Collected data entries
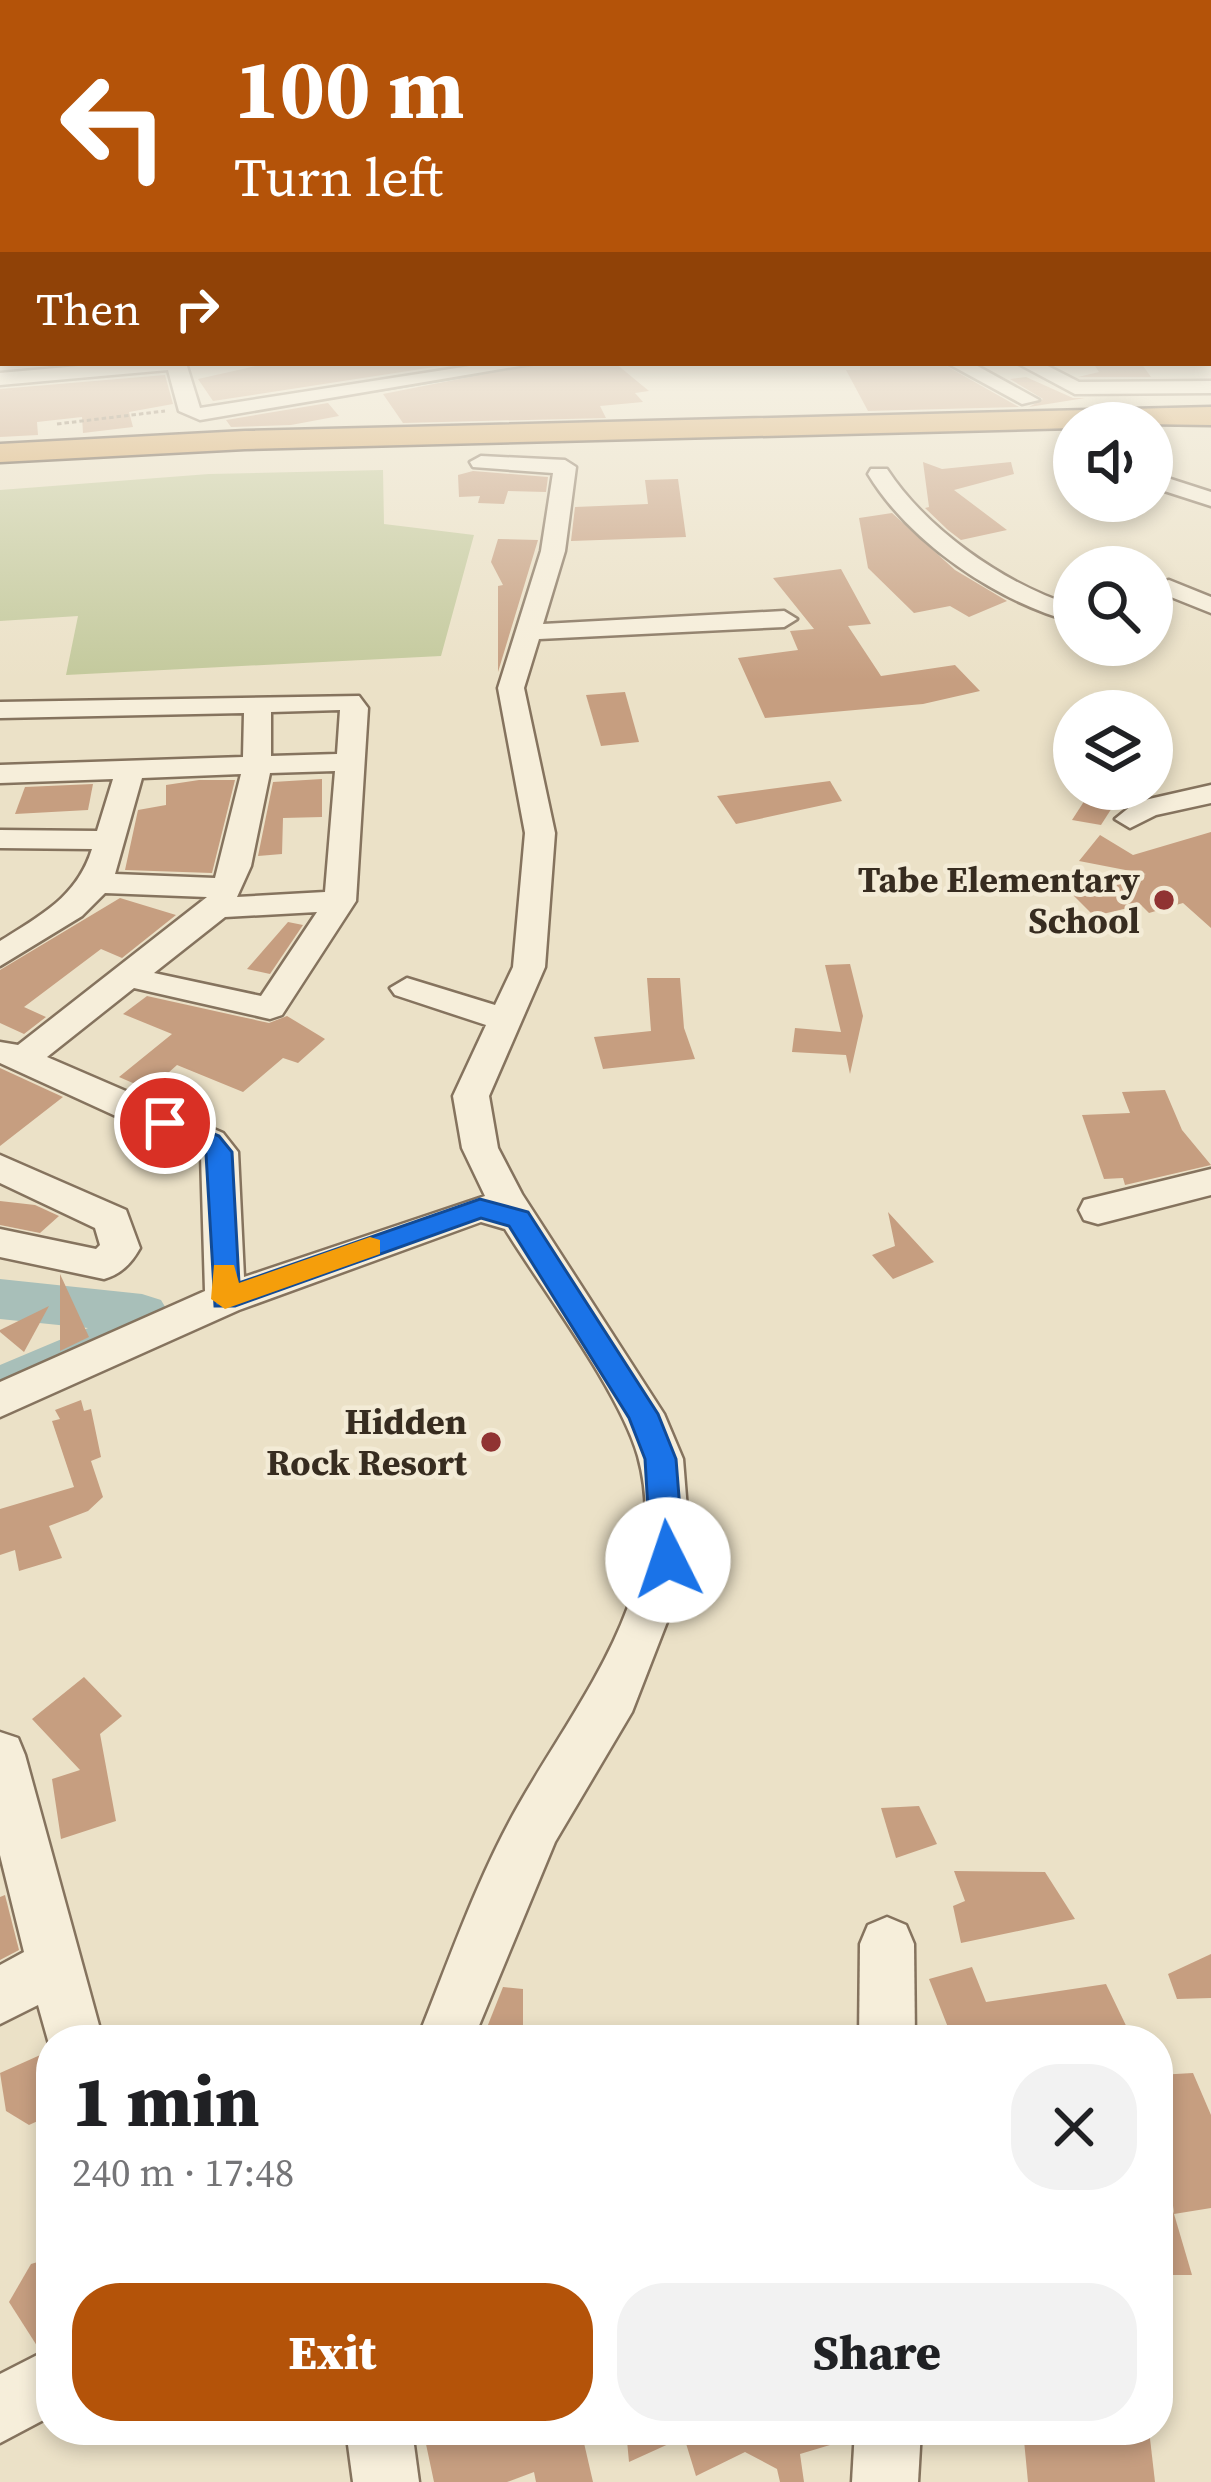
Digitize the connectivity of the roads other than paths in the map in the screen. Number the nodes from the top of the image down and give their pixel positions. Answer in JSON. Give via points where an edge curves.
{"nodes":[{"id":1,"x":91,"y":449,"type":"edge"},
{"id":2,"x":604,"y":449,"type":"edge"},
{"id":3,"x":0,"y":454,"type":"edge"},
{"id":4,"x":481,"y":462,"type":"dead end"},
{"id":5,"x":0,"y":472,"type":"edge"},
{"id":6,"x":879,"y":474,"type":"dead end"},
{"id":7,"x":1173,"y":487,"type":"edge"},
{"id":8,"x":1211,"y":499,"type":"edge"},
{"id":9,"x":1173,"y":589,"type":"edge"},
{"id":10,"x":1053,"y":603,"type":"edge"},
{"id":11,"x":1211,"y":606,"type":"edge"},
{"id":12,"x":784,"y":619,"type":"dead end"},
{"id":13,"x":528,"y":632,"type":"junction"},
{"id":14,"x":258,"y":703,"type":"junction"},
{"id":15,"x":0,"y":710,"type":"edge"},
{"id":16,"x":71,"y":741,"type":"junction"},
{"id":17,"x":157,"y":744,"type":"junction"},
{"id":18,"x":350,"y":763,"type":"junction"},
{"id":19,"x":257,"y":768,"type":"junction"},
{"id":20,"x":0,"y":774,"type":"edge"},
{"id":21,"x":1211,"y":794,"type":"edge"},
{"id":22,"x":1130,"y":819,"type":"dead end"},
{"id":23,"x":0,"y":839,"type":"edge"},
{"id":24,"x":109,"y":839,"type":"junction"},
{"id":25,"x":97,"y":884,"type":"junction"},
{"id":26,"x":222,"y":898,"type":"junction"},
{"id":27,"x":340,"y":902,"type":"junction"},
{"id":28,"x":8,"y":942,"type":"edge"},
{"id":29,"x":128,"y":977,"type":"junction"},
{"id":30,"x":407,"y":988,"type":"dead end"},
{"id":31,"x":505,"y":1020,"type":"junction"},
{"id":32,"x":11,"y":1055,"type":"edge"},
{"id":33,"x":0,"y":1168,"type":"edge"},
{"id":34,"x":1211,"y":1182,"type":"edge"},
{"id":35,"x":1098,"y":1210,"type":"dead end"},
{"id":36,"x":518,"y":1219,"type":"junction"},
{"id":37,"x":0,"y":1243,"type":"edge"},
{"id":38,"x":225,"y":1299,"type":"junction"},
{"id":39,"x":0,"y":1400,"type":"edge"},
{"id":40,"x":0,"y":1755,"type":"edge"},
{"id":41,"x":887,"y":1944,"type":"dead end"},
{"id":42,"x":58,"y":1964,"type":"junction"},
{"id":43,"x":0,"y":1996,"type":"edge"},
{"id":44,"x":72,"y":2025,"type":"edge"},
{"id":45,"x":451,"y":2025,"type":"edge"},
{"id":46,"x":887,"y":2025,"type":"edge"},
{"id":47,"x":36,"y":2389,"type":"edge"},
{"id":48,"x":0,"y":2410,"type":"edge"},
{"id":49,"x":381,"y":2445,"type":"edge"},
{"id":50,"x":888,"y":2445,"type":"edge"},
{"id":51,"x":386,"y":2482,"type":"edge"},
{"id":52,"x":885,"y":2482,"type":"edge"}],
"edges":[{"from":1,"to":3,"type":"highway"},
{"from":2,"to":5,"type":"highway"},
{"from":4,"to":13,"type":"street","via":[[565,467],[553,551]]},
{"from":6,"to":10,"type":"street","via":[[889,496],[924,528]]},
{"from":7,"to":8,"type":"street"},
{"from":9,"to":11,"type":"street"},
{"from":12,"to":13,"type":"street"},
{"from":13,"to":31,"type":"street","via":[[511,688],[540,833],[537,891],[529,967]]},
{"from":14,"to":17,"type":"street"},
{"from":14,"to":18,"type":"street","via":[[349,702]]},
{"from":14,"to":19,"type":"street"},
{"from":15,"to":16,"type":"street"},
{"from":16,"to":17,"type":"street"},
{"from":16,"to":17,"type":"street"},
{"from":16,"to":20,"type":"street"},
{"from":17,"to":19,"type":"street"},
{"from":17,"to":24,"type":"street"},
{"from":18,"to":19,"type":"street"},
{"from":18,"to":27,"type":"street"},
{"from":19,"to":26,"type":"street"},
{"from":21,"to":22,"type":"street"},
{"from":23,"to":24,"type":"street"},
{"from":24,"to":25,"type":"street"},
{"from":25,"to":26,"type":"street"},
{"from":25,"to":28,"type":"street"},
{"from":26,"to":27,"type":"street"},
{"from":26,"to":29,"type":"street"},
{"from":27,"to":29,"type":"street","via":[[270,1008]]},
{"from":29,"to":32,"type":"street"},
{"from":30,"to":31,"type":"street"},
{"from":31,"to":36,"type":"street","via":[[470,1096],[480,1148]]},
{"from":32,"to":38,"type":"street","via":[[219,1152]]},
{"from":33,"to":37,"type":"street","via":[[112,1220],[120,1248],[104,1265]]},
{"from":34,"to":35,"type":"street"},
{"from":36,"to":38,"type":"street","via":[[480,1208]]},
{"from":36,"to":45,"type":"street","via":[[643,1414],[661,1459],[668,1560],[607,1712],[535,1826]]},
{"from":38,"to":39,"type":"street"},
{"from":40,"to":42,"type":"street"},
{"from":41,"to":46,"type":"street"},
{"from":42,"to":43,"type":"street"},
{"from":42,"to":44,"type":"street"},
{"from":47,"to":48,"type":"street"},
{"from":49,"to":51,"type":"street"},
{"from":50,"to":52,"type":"street"}]}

| PROBLEM DETAILS |
All of the data above must be printed exactly, minus its pictures.

| SOLUTION BELOW |
Digitize the connectivity of the roads other than paths in the map in the screen. Number the nodes from the top of the image down and give their pixel positions. Answer in JSON. Give via points where an edge curves.
{"nodes":[{"id":1,"x":91,"y":449,"type":"edge"},
{"id":2,"x":604,"y":449,"type":"edge"},
{"id":3,"x":0,"y":454,"type":"edge"},
{"id":4,"x":481,"y":462,"type":"dead end"},
{"id":5,"x":0,"y":472,"type":"edge"},
{"id":6,"x":879,"y":474,"type":"dead end"},
{"id":7,"x":1173,"y":487,"type":"edge"},
{"id":8,"x":1211,"y":499,"type":"edge"},
{"id":9,"x":1173,"y":589,"type":"edge"},
{"id":10,"x":1053,"y":603,"type":"edge"},
{"id":11,"x":1211,"y":606,"type":"edge"},
{"id":12,"x":784,"y":619,"type":"dead end"},
{"id":13,"x":528,"y":632,"type":"junction"},
{"id":14,"x":258,"y":703,"type":"junction"},
{"id":15,"x":0,"y":710,"type":"edge"},
{"id":16,"x":71,"y":741,"type":"junction"},
{"id":17,"x":157,"y":744,"type":"junction"},
{"id":18,"x":350,"y":763,"type":"junction"},
{"id":19,"x":257,"y":768,"type":"junction"},
{"id":20,"x":0,"y":774,"type":"edge"},
{"id":21,"x":1211,"y":794,"type":"edge"},
{"id":22,"x":1130,"y":819,"type":"dead end"},
{"id":23,"x":0,"y":839,"type":"edge"},
{"id":24,"x":109,"y":839,"type":"junction"},
{"id":25,"x":97,"y":884,"type":"junction"},
{"id":26,"x":222,"y":898,"type":"junction"},
{"id":27,"x":340,"y":902,"type":"junction"},
{"id":28,"x":8,"y":942,"type":"edge"},
{"id":29,"x":128,"y":977,"type":"junction"},
{"id":30,"x":407,"y":988,"type":"dead end"},
{"id":31,"x":505,"y":1020,"type":"junction"},
{"id":32,"x":11,"y":1055,"type":"edge"},
{"id":33,"x":0,"y":1168,"type":"edge"},
{"id":34,"x":1211,"y":1182,"type":"edge"},
{"id":35,"x":1098,"y":1210,"type":"dead end"},
{"id":36,"x":518,"y":1219,"type":"junction"},
{"id":37,"x":0,"y":1243,"type":"edge"},
{"id":38,"x":225,"y":1299,"type":"junction"},
{"id":39,"x":0,"y":1400,"type":"edge"},
{"id":40,"x":0,"y":1755,"type":"edge"},
{"id":41,"x":887,"y":1944,"type":"dead end"},
{"id":42,"x":58,"y":1964,"type":"junction"},
{"id":43,"x":0,"y":1996,"type":"edge"},
{"id":44,"x":72,"y":2025,"type":"edge"},
{"id":45,"x":451,"y":2025,"type":"edge"},
{"id":46,"x":887,"y":2025,"type":"edge"},
{"id":47,"x":36,"y":2389,"type":"edge"},
{"id":48,"x":0,"y":2410,"type":"edge"},
{"id":49,"x":381,"y":2445,"type":"edge"},
{"id":50,"x":888,"y":2445,"type":"edge"},
{"id":51,"x":386,"y":2482,"type":"edge"},
{"id":52,"x":885,"y":2482,"type":"edge"}],
"edges":[{"from":1,"to":3,"type":"highway"},
{"from":2,"to":5,"type":"highway"},
{"from":4,"to":13,"type":"street","via":[[565,467],[553,551]]},
{"from":6,"to":10,"type":"street","via":[[889,496],[924,528]]},
{"from":7,"to":8,"type":"street"},
{"from":9,"to":11,"type":"street"},
{"from":12,"to":13,"type":"street"},
{"from":13,"to":31,"type":"street","via":[[511,688],[540,833],[537,891],[529,967]]},
{"from":14,"to":17,"type":"street"},
{"from":14,"to":18,"type":"street","via":[[349,702]]},
{"from":14,"to":19,"type":"street"},
{"from":15,"to":16,"type":"street"},
{"from":16,"to":17,"type":"street"},
{"from":16,"to":17,"type":"street"},
{"from":16,"to":20,"type":"street"},
{"from":17,"to":19,"type":"street"},
{"from":17,"to":24,"type":"street"},
{"from":18,"to":19,"type":"street"},
{"from":18,"to":27,"type":"street"},
{"from":19,"to":26,"type":"street"},
{"from":21,"to":22,"type":"street"},
{"from":23,"to":24,"type":"street"},
{"from":24,"to":25,"type":"street"},
{"from":25,"to":26,"type":"street"},
{"from":25,"to":28,"type":"street"},
{"from":26,"to":27,"type":"street"},
{"from":26,"to":29,"type":"street"},
{"from":27,"to":29,"type":"street","via":[[270,1008]]},
{"from":29,"to":32,"type":"street"},
{"from":30,"to":31,"type":"street"},
{"from":31,"to":36,"type":"street","via":[[470,1096],[480,1148]]},
{"from":32,"to":38,"type":"street","via":[[219,1152]]},
{"from":33,"to":37,"type":"street","via":[[112,1220],[120,1248],[104,1265]]},
{"from":34,"to":35,"type":"street"},
{"from":36,"to":38,"type":"street","via":[[480,1208]]},
{"from":36,"to":45,"type":"street","via":[[643,1414],[661,1459],[668,1560],[607,1712],[535,1826]]},
{"from":38,"to":39,"type":"street"},
{"from":40,"to":42,"type":"street"},
{"from":41,"to":46,"type":"street"},
{"from":42,"to":43,"type":"street"},
{"from":42,"to":44,"type":"street"},
{"from":47,"to":48,"type":"street"},
{"from":49,"to":51,"type":"street"},
{"from":50,"to":52,"type":"street"}]}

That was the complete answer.